# 200sx-se-r alarm



## Guest (Feb 8, 2003)

Hi 

My question to you is that I want to know if the 1996 200sx comes with a factory alarm, because I have the light that saids SECURITY, but I dont know if that is the alarm.


----------



## nissanracer805 (Feb 9, 2003)

where do u see this light that says security? and i'm sure most cars u can get with factory alarms


----------



## aphex4000 (Oct 9, 2002)

Yeah, mine's got that too. He's referring to a red LED thats near the top of the tach.


----------



## sr20jet (Feb 5, 2003)

Yea...I have that too on my tach, I don't even have the factory keyless entry either. Just wondering if my car is equipped with a security system?


----------



## nissanracer805 (Feb 9, 2003)

this might sound like i'm being a smartass or something....but, just go about locking your doors with your remote(like normal).....once set(some alarms take 30secs. to set) kick the tires and see if an alarm goes off......or just pop the hood and look for a siren


----------



## aphex4000 (Oct 9, 2002)

Yeah, you do sound like a smartass.  What is being asked here is, what is that security indicator really for since it appears to be the only indication of a security system in our cars? 

ferreras, a factory alarm is an option just like keyless entry, but I am guessing they leave the LED there with or without an alarm since it's already built into the tach.


----------



## nissanracer805 (Feb 9, 2003)

aphex4000 said:


> *ferreras, a factory alarm is an option just like keyless entry, but I am guessing they leave the LED there with or without an alarm since it's already built into the tach. *


thanks for YOUR smartass response


----------



## aphex4000 (Oct 9, 2002)

How else do you expect me to reply to such a patronizing response? What you suggested is like telling someone who can't get their car to start, to stick they key in the ignition and turn it.


----------



## aphex4000 (Oct 9, 2002)

ferreras, I finally figured it out with some help from 200sx se-r-t. Hope this answers your question:

http://www.nissanforums.com/showthread.php?s=&threadid=14275


----------



## nissanracer805 (Feb 9, 2003)

ferreras said:


> *Hi
> 
> My question to you is that I want to know if the 1996 200sx comes with a factory alarm, because I have the light that saids SECURITY, but I dont know if that is the alarm. *


aphex, i'm not trying to start flaming, but look at the ORIGINAL question, he wants to know if it comes with a factory alarm. and he doesnt know if the SECURITY LED is an alarm


----------



## wickedsr20 (Aug 8, 2002)

ferreras said:


> *Hi
> My question to you is that I want to know if the 1996 200sx comes with a factory alarm, because I have the light that saids SECURITY, but I dont know if that is the alarm. *


SE-R's came with it as standard equipment. Tried to get mine without it and could not do it.

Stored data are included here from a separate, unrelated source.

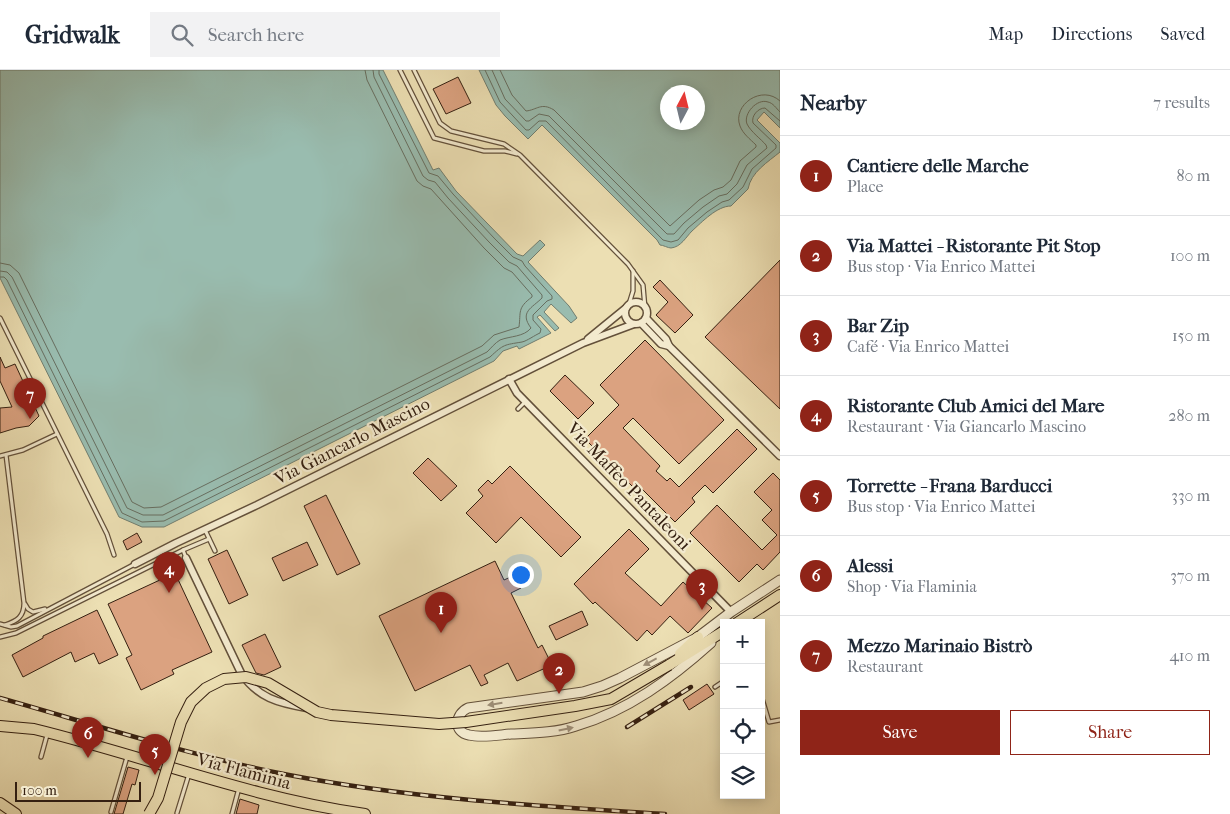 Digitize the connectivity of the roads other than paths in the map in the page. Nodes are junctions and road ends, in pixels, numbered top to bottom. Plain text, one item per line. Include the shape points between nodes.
1 (400, 70) edge
2 (414, 70) edge
3 (520, 155) junction
4 (633, 270) junction
5 (628, 306) junction
6 (645, 308) junction
7 (0, 318) edge
8 (640, 322) junction
9 (583, 343) junction
10 (510, 379) junction
11 (526, 402) junction
12 (518, 408) dead end
13 (57, 434) junction
14 (6, 455) junction
15 (0, 456) edge
16 (780, 456) edge
17 (205, 530) junction
18 (209, 539) junction
19 (183, 550) junction
20 (215, 551) dead end
21 (114, 555) dead end
22 (186, 558) joint
23 (135, 564) joint
24 (780, 580) edge
25 (780, 595) edge
26 (24, 603) junction
27 (57, 604) junction
28 (731, 612) junction
29 (743, 619) edge
30 (0, 624) edge
31 (5, 625) junction
32 (720, 634) edge
33 (720, 635) edge
34 (0, 637) edge
35 (698, 637) junction
36 (669, 665) junction
37 (720, 684) edge
38 (715, 687) dead end
39 (765, 708) edge
40 (780, 720) edge
41 (457, 723) junction
42 (0, 726) edge
43 (48, 732) junction
44 (127, 755) junction
45 (40, 757) dead end
46 (190, 773) junction
47 (239, 788) junction
48 (0, 803) edge
49 (111, 812) dead end
50 (177, 813) dead end
51 (16, 814) edge
52 (149, 814) edge
53 (232, 814) edge
54 (365, 814) edge

1 - 3 lane via 434,138 484,151
2 - 3 lane via 444,128 504,144
3 - 4 lane
4 - 5 lane via 633,291
4 - 6 lane via 643,285
5 - 6 street via 638,302
5 - 8 street via 625,312 627,320
5 - 9 street, Via Giancarlo Mascino
6 - 8 street
7 - 13 lane
8 - 9 street, Via Giancarlo Mascino
8 - 16 street via 662,344 670,346
9 - 10 street, Via Giancarlo Mascino
10 - 11 street, Via Maffeo Pantaleoni
10 - 17 street, Via Giancarlo Mascino
11 - 12 lane
11 - 28 street, Via Maffeo Pantaleoni
13 - 14 lane
13 - 21 lane via 107,534
14 - 15 lane
14 - 26 lane
17 - 18 lane
17 - 23 street, Via Giancarlo Mascino
18 - 19 lane
18 - 20 lane
19 - 22 lane
19 - 34 lane via 16,633
22 - 41 street via 241,673 257,691 283,703 307,708
23 - 27 lane
24 - 28 street
25 - 29 main road
26 - 27 lane via 33,612
26 - 31 lane via 20,617
27 - 31 lane via 17,626
28 - 35 street
30 - 31 lane
32 - 36 main road
41 -> 33 street via 464,734 479,736 547,732 576,726 644,696 683,668
35 - 36 main road
35 -> 41 street via 602,686 583,692 468,708
36 - 52 main road, bridge via 611,699 439,724 317,712 268,683 246,677 224,679 206,688 191,702 181,722 158,798
37 - 38 lane
39 - 40 lane via 769,722
42 - 43 main road, Via Flaminia
43 - 44 main road, Via Flaminia
43 - 45 lane
44 - 46 main road, Via Flaminia
44 - 49 lane
46 - 47 main road, Via Flaminia
46 - 50 lane
47 - 53 lane
47 - 54 main road, Via Flaminia via 312,806
48 - 51 main road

SE's could get it as an option as part of an available options package. More than likely, if you have the "Security" light in your tach, then it just might be equipped with the OEM security system.

Nissanracer805 mentioned to try kicking the tires with the factory security armed. That would not work as a test because the factory alarm has no shock sensor to detect impact.

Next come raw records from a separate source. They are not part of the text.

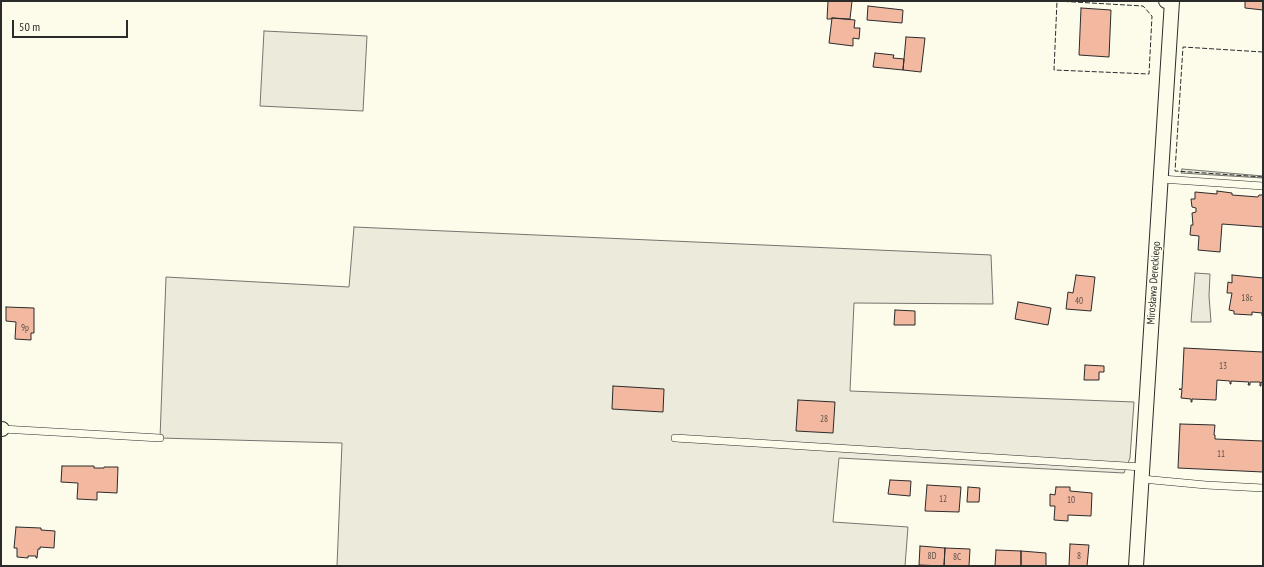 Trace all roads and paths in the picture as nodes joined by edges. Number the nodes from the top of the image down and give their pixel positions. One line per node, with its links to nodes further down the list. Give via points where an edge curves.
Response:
1 (1166, 1): 2 (street)
2 (1172, 1): 3 (street, Mirosława Dereckiego)
3 (1161, 178): 4 (lane); 8 (street, Mirosława Dereckiego)
4 (1263, 186)
5 (2, 429): 6 (lane)
6 (160, 438)
7 (675, 438): 8 (lane)
8 (1142, 473): 9 (lane, via 1206,485); 10 (street, Mirosława Dereckiego)
9 (1263, 488)
10 (1136, 566)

The easy way to find out is to remove the lower dash plastic panel, along with the metal panel (if there) and look to the right side of the steering column, just to the left of the radio and HVAC controls and see if there is a silver box/module with a label that says "Smart entry control module". That's the brain for the factory alarm.


----------



## nissanracer805 (Feb 9, 2003)

*Re: Re: 200sx-se-r alarm*



wickedsr20 said:


> *Nissanracer805 mentioned to try kicking the tires with the factory security armed. That would not work as a test because the factory alarm has no shock sensor to detect impact. *


so if it has no shock sensors to detect an impact....then it really isnt an alarm, more like keyless entry am i right?


----------



## wickedsr20 (Aug 8, 2002)

*Re: Re: Re: 200sx-se-r alarm*



nissanracer805 said:


> *so if it has no shock sensors to detect an impact....then it really isnt an alarm, more like keyless entry am i right? *


Pretty much.


----------



## aphex4000 (Oct 9, 2002)

It is still an alarm since it can detect forced entry and has a panic button that triggers an alarm. A true "keyless entry only" system is like the ones found integrated into the factory stereos of some Honda Civics; the stereo is able to receive signals for keyless entry but all alarm funtions require a separate unit.

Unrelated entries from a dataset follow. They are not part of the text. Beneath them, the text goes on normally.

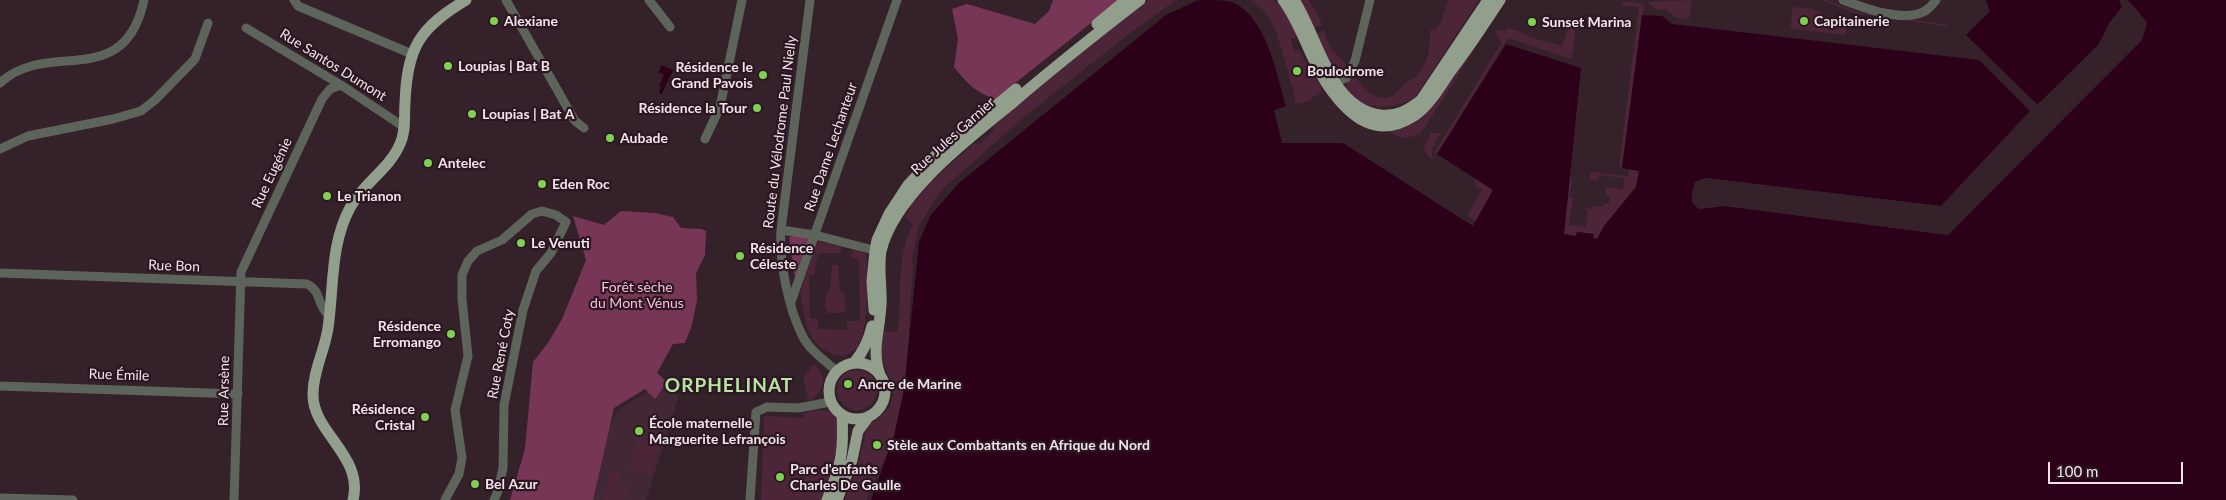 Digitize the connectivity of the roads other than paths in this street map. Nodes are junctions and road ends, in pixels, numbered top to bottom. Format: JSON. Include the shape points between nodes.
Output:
{"nodes":[{"id":1,"x":144,"y":0,"type":"edge"},
{"id":2,"x":294,"y":0,"type":"edge"},
{"id":3,"x":466,"y":0,"type":"edge"},
{"id":4,"x":506,"y":0,"type":"edge"},
{"id":5,"x":649,"y":0,"type":"edge"},
{"id":6,"x":742,"y":0,"type":"edge"},
{"id":7,"x":810,"y":0,"type":"edge"},
{"id":8,"x":897,"y":0,"type":"edge"},
{"id":9,"x":1126,"y":0,"type":"edge"},
{"id":10,"x":1140,"y":0,"type":"edge"},
{"id":11,"x":1283,"y":0,"type":"edge"},
{"id":12,"x":1294,"y":0,"type":"edge"},
{"id":13,"x":1370,"y":0,"type":"edge"},
{"id":14,"x":1488,"y":0,"type":"edge"},
{"id":15,"x":1500,"y":0,"type":"edge"},
{"id":16,"x":1842,"y":0,"type":"edge"},
{"id":17,"x":1936,"y":0,"type":"edge"},
{"id":18,"x":208,"y":23,"type":"dead end"},
{"id":19,"x":670,"y":27,"type":"dead end"},
{"id":20,"x":246,"y":28,"type":"dead end"},
{"id":21,"x":412,"y":54,"type":"junction"},
{"id":22,"x":0,"y":83,"type":"edge"},
{"id":23,"x":341,"y":85,"type":"junction"},
{"id":24,"x":1332,"y":85,"type":"junction"},
{"id":25,"x":404,"y":127,"type":"junction"},
{"id":26,"x":584,"y":128,"type":"dead end"},
{"id":27,"x":705,"y":139,"type":"dead end"},
{"id":28,"x":0,"y":149,"type":"edge"},
{"id":29,"x":929,"y":162,"type":"junction"},
{"id":30,"x":920,"y":187,"type":"junction"},
{"id":31,"x":781,"y":230,"type":"junction"},
{"id":32,"x":815,"y":235,"type":"junction"},
{"id":33,"x":880,"y":248,"type":"junction"},
{"id":34,"x":0,"y":273,"type":"edge"},
{"id":35,"x":240,"y":282,"type":"junction"},
{"id":36,"x":791,"y":302,"type":"junction"},
{"id":37,"x":329,"y":315,"type":"junction"},
{"id":38,"x":854,"y":363,"type":"junction"},
{"id":39,"x":837,"y":371,"type":"junction"},
{"id":40,"x":880,"y":375,"type":"junction"},
{"id":41,"x":0,"y":386,"type":"edge"},
{"id":42,"x":238,"y":394,"type":"junction"},
{"id":43,"x":830,"y":402,"type":"junction"},
{"id":44,"x":842,"y":415,"type":"junction"},
{"id":45,"x":869,"y":416,"type":"junction"},
{"id":46,"x":0,"y":498,"type":"edge"},
{"id":47,"x":73,"y":500,"type":"edge"},
{"id":48,"x":234,"y":500,"type":"edge"},
{"id":49,"x":353,"y":500,"type":"edge"},
{"id":50,"x":445,"y":500,"type":"edge"},
{"id":51,"x":494,"y":500,"type":"edge"},
{"id":52,"x":750,"y":500,"type":"edge"},
{"id":53,"x":827,"y":500,"type":"edge"},
{"id":54,"x":837,"y":500,"type":"edge"}],
"edges":[{"from":1,"to":22,"type":"street","via":[[140,18],[127,40],[110,52],[92,59],[19,70]]},
{"from":2,"to":21,"type":"street","via":[[298,6]]},
{"from":3,"to":21,"type":"main road","via":[[428,26]]},
{"from":4,"to":26,"type":"street","via":[[575,121]]},
{"from":5,"to":19,"type":"street"},
{"from":6,"to":27,"type":"street","via":[[720,107]]},
{"from":7,"to":31,"type":"street","name":"Route du Vélodrome Paul Nielly"},
{"from":8,"to":32,"type":"street","name":"Rue Dame Lechanteur"},
{"from":9,"to":29,"type":"main road","name":"Rue Jules Garnier"},
{"from":10,"to":30,"type":"main road","name":"Rue Jules Garnier","via":[[978,131]]},
{"from":11,"to":24,"type":"main road","via":[[1295,17],[1312,60]]},
{"from":12,"to":24,"type":"main road"},
{"from":13,"to":24,"type":"street","via":[[1355,61],[1346,78]]},
{"from":14,"to":24,"type":"main road","via":[[1421,100],[1408,111],[1395,115],[1358,112]]},
{"from":15,"to":24,"type":"main road","via":[[1429,101],[1414,116],[1387,126],[1361,121],[1345,110]]},
{"from":16,"to":17,"type":"street","via":[[1901,15],[1920,14]]},
{"from":18,"to":28,"type":"street","via":[[195,60],[141,111],[28,136]]},
{"from":20,"to":23,"type":"street","name":"Rue Santos Dumont"},
{"from":21,"to":25,"type":"main road","via":[[405,90]]},
{"from":23,"to":25,"type":"street","name":"Rue Santos Dumont"},
{"from":23,"to":35,"type":"street","name":"Rue Eugénie","via":[[330,89],[322,99],[242,266]]},
{"from":25,"to":37,"type":"main road","via":[[394,155],[364,186],[346,215],[336,249]]},
{"from":29,"to":30,"type":"main road","via":[[930,169],[921,178]]},
{"from":29,"to":33,"type":"main road","name":"Rue Jules Garnier","via":[[908,185],[889,214],[893,216]]},
{"from":30,"to":33,"type":"main road","name":"Rue Jules Garnier","via":[[895,220]]},
{"from":31,"to":32,"type":"street"},
{"from":31,"to":36,"type":"street","name":"Route du Vélodrome Paul Nielly","via":[[781,253]]},
{"from":32,"to":33,"type":"street"},
{"from":32,"to":36,"type":"street","name":"Rue Dame Lechanteur"},
{"from":33,"to":38,"type":"main road","name":"Rue Jules Garnier","via":[[872,281],[874,306],[870,336]]},
{"from":33,"to":40,"type":"main road","name":"Rue Jules Garnier","via":[[881,304],[875,360]]},
{"from":34,"to":35,"type":"street","name":"Rue Bon"},
{"from":35,"to":37,"type":"street","name":"Rue Bon","via":[[307,284],[318,294],[322,310]]},
{"from":35,"to":42,"type":"street","name":"Rue Arsène"},
{"from":36,"to":39,"type":"street","name":"Route du Vélodrome Paul Nielly","via":[[802,336]]},
{"from":37,"to":49,"type":"main road","via":[[312,395],[321,421],[346,458],[354,484]]},
{"from":38,"to":39,"type":"main road"},
{"from":38,"to":40,"type":"main road","via":[[868,366]]},
{"from":39,"to":43,"type":"main road","via":[[829,385]]},
{"from":40,"to":45,"type":"main road","via":[[884,398]]},
{"from":41,"to":42,"type":"street","name":"Rue Émile"},
{"from":42,"to":48,"type":"street","name":"Rue Arsène"},
{"from":43,"to":44,"type":"main road"},
{"from":43,"to":52,"type":"street","via":[[798,408],[767,407],[756,412]]},
{"from":44,"to":45,"type":"main road","via":[[850,418]]},
{"from":44,"to":53,"type":"main road","via":[[844,445]]},
{"from":45,"to":54,"type":"main road","via":[[858,431],[852,460]]},
{"from":46,"to":47,"type":"street"},
{"from":50,"to":51,"type":"street","name":"Rue René Coty","via":[[459,474],[462,458],[455,410],[468,356],[462,275],[477,251],[502,240],[532,214],[542,211],[566,222],[551,253],[536,271],[523,310],[504,405],[503,468]]}]}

Nissan's 200SX brochure clearly makes a distinction between keyless entry and a security system.


----------



## 97PocketRocket (Jul 31, 2002)

All you have to do to set it off is to roll down the windows, lock the doors with the remote, then reach inside and try to manually unlock the doors (either by flipping the lock or pushing the electric locks) inside the car fromt he oustide. This will trigger the alarm in the only way it's triggerable...why do I know this you might ask... Because I did this by accident at 1am in the morning, rofl.


----------